(Stored data)
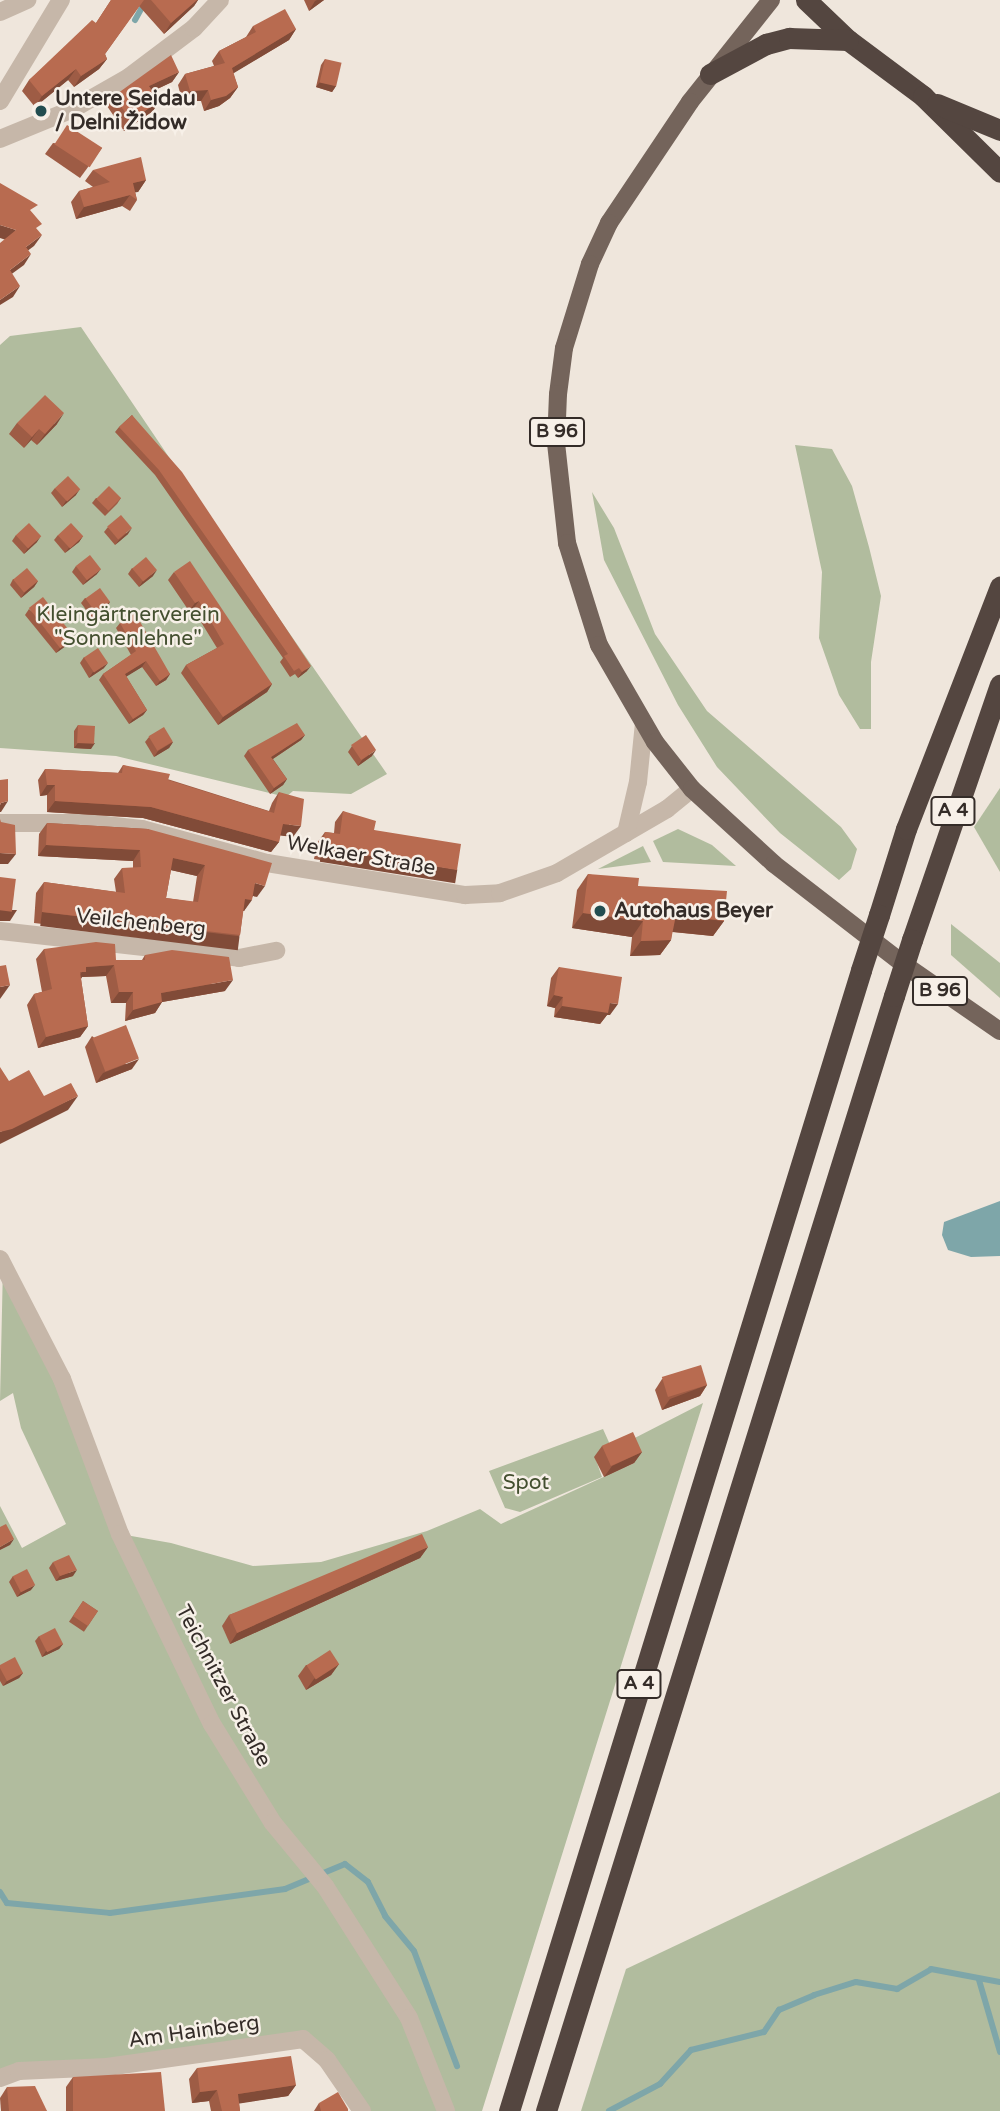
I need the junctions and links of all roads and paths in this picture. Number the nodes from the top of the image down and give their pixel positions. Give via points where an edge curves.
1 (27, 0) edge
2 (61, 0) edge
3 (220, 0) edge
4 (771, 0) edge
5 (806, 0) edge
6 (0, 12) edge
7 (848, 40) junction
8 (710, 74) junction
9 (923, 96) junction
10 (0, 101) edge
11 (1000, 130) edge
12 (0, 139) edge
13 (1000, 172) edge
14 (1000, 587) edge
15 (1000, 685) edge
16 (644, 723) junction
17 (692, 789) junction
18 (0, 823) edge
19 (626, 833) junction
20 (0, 931) edge
21 (276, 951) dead end
22 (1000, 1031) edge
23 (0, 1259) edge
24 (0, 2078) edge
25 (362, 2111) edge
26 (446, 2111) edge
27 (509, 2111) edge
28 (546, 2111) edge

1 - 6 street
2 - 10 street
3 - 12 street via 194,28 129,78 74,109
4 - 8 main road, B 96
5 - 7 highway
7 - 8 highway via 789,38 766,44
7 - 9 highway
8 - 16 main road, B 96 via 610,223 590,264 564,348 558,394 560,489 576,580 598,645
9 - 11 highway
9 - 13 highway
14 - 27 highway, A 4, bridge via 905,829
15 - 28 highway, A 4, bridge via 794,1307
16 - 17 main road, B 96
16 - 19 street via 638,782
17 - 19 street, Welkaer Straße
17 - 22 main road, B 96 via 774,864 906,966
18 - 19 street, Welkaer Straße via 87,823 142,829 267,863 465,895 500,893 557,873
20 - 21 street, Veilchenberg via 239,958
23 - 26 street, Teichnitzer Straße via 62,1379 120,1534 212,1724 273,1823 335,1901 409,2018
24 - 25 street, Am Hainberg via 19,2071 107,2067 303,2039 327,2060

▸ EXERCISE DESCRIPTION: Report how many lines in the data above contain "Straße", without any other words.

▸ ANSWER BOX: 3